In this, the first of a series on the implications of oil price declines, we make a bleak cross-country assessment of the outlook for oil exporters: oil prices in national budgets are on average 54% above market expectations for 2016; many larger EM remain heavily commodity dependent; (iii) fiscal buffers are mostly inadequate with half starting the downturn with public debt/GDP>40%;  governance rankings of producers are generally very weak.

We expect widespread rating downgrades and further bad performance across commodity-producing sovereigns: Our model suggests markets are pricing in average downgrades of 2-3 notches for producers; Put another way the spread over USTs of (for example) a BBB- sovereign is 150bp wider for commodity exporters than other EM.

It could end up worse: Commodity slumps are a prolific cause of sovereign distress.

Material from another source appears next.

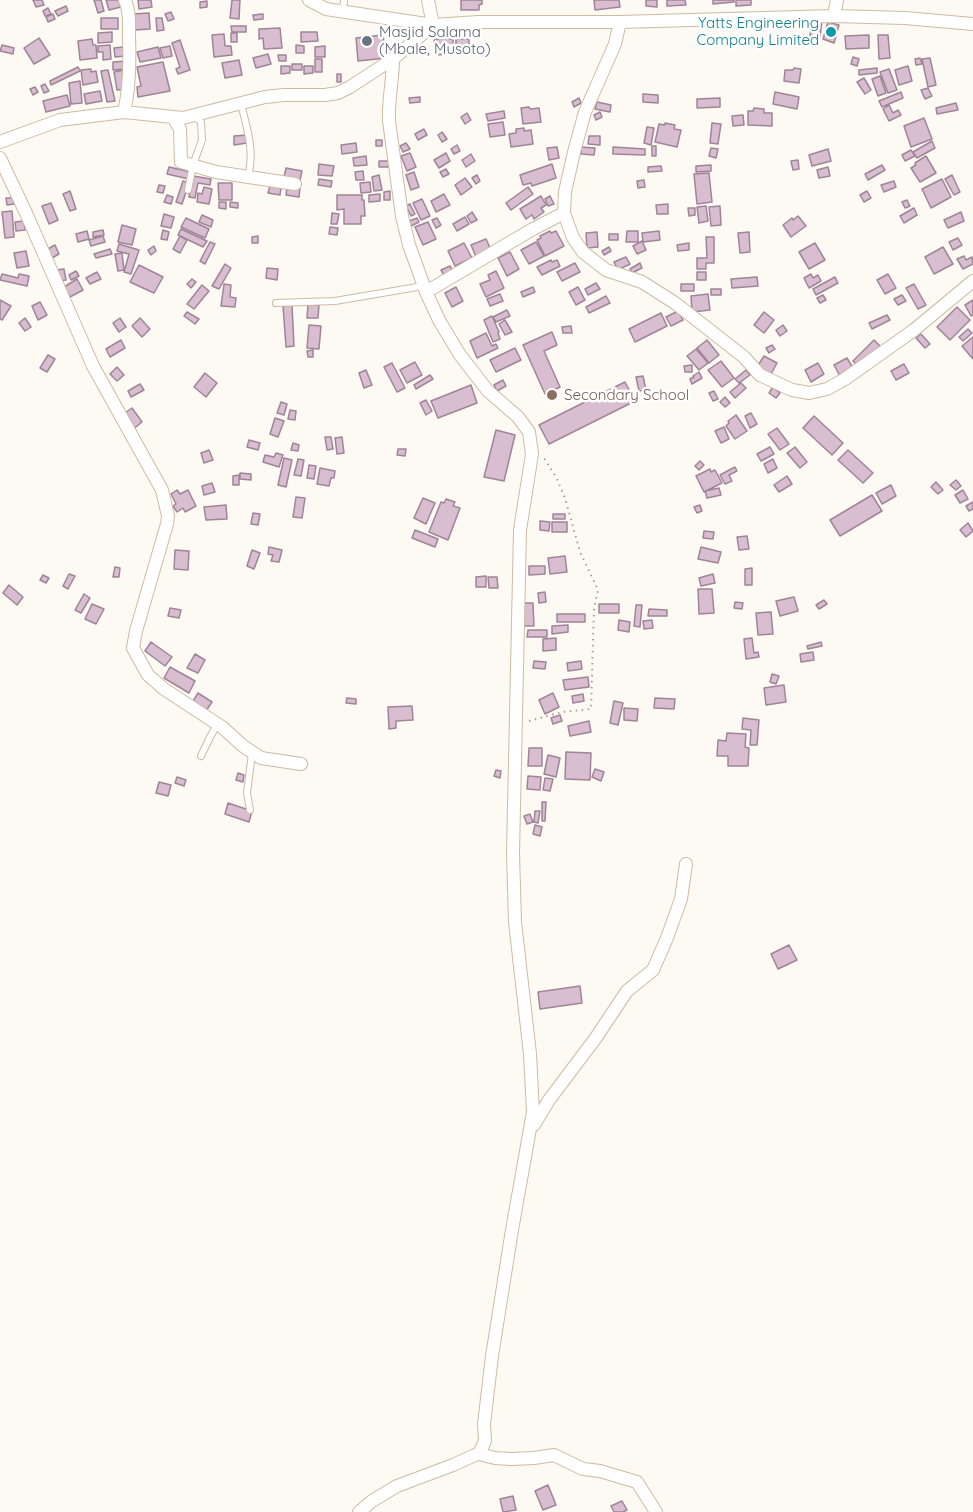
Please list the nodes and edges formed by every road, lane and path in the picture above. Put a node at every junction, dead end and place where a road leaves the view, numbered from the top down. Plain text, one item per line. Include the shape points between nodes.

In our 1980s sample groups; 65% experienced debt increasing by more than 40% of GDP; and 68% defaulted (much higher if wealthy Gulf producers are excluded). Things could work out very badly this time round if commodity weakness persists.

More optimistically, global interest rates are likely to rise more slowly: than during the 1980s when US long-term yields peaked at 15%; producers’ FX reserves are higher now; and history suggests EM with institutions strong enough to implement adjustment and real currency depreciation have been able to limit the GDP impact.

The anatomy of distress differs this time round: Sustained weakness in global growth is a bigger issue; rapid increases in global interest rates less so. Now, a greater share of EM public debt is in local currency, which limits gains from default on external debt, but increases the incentive to inflate away the real value of local currency debt.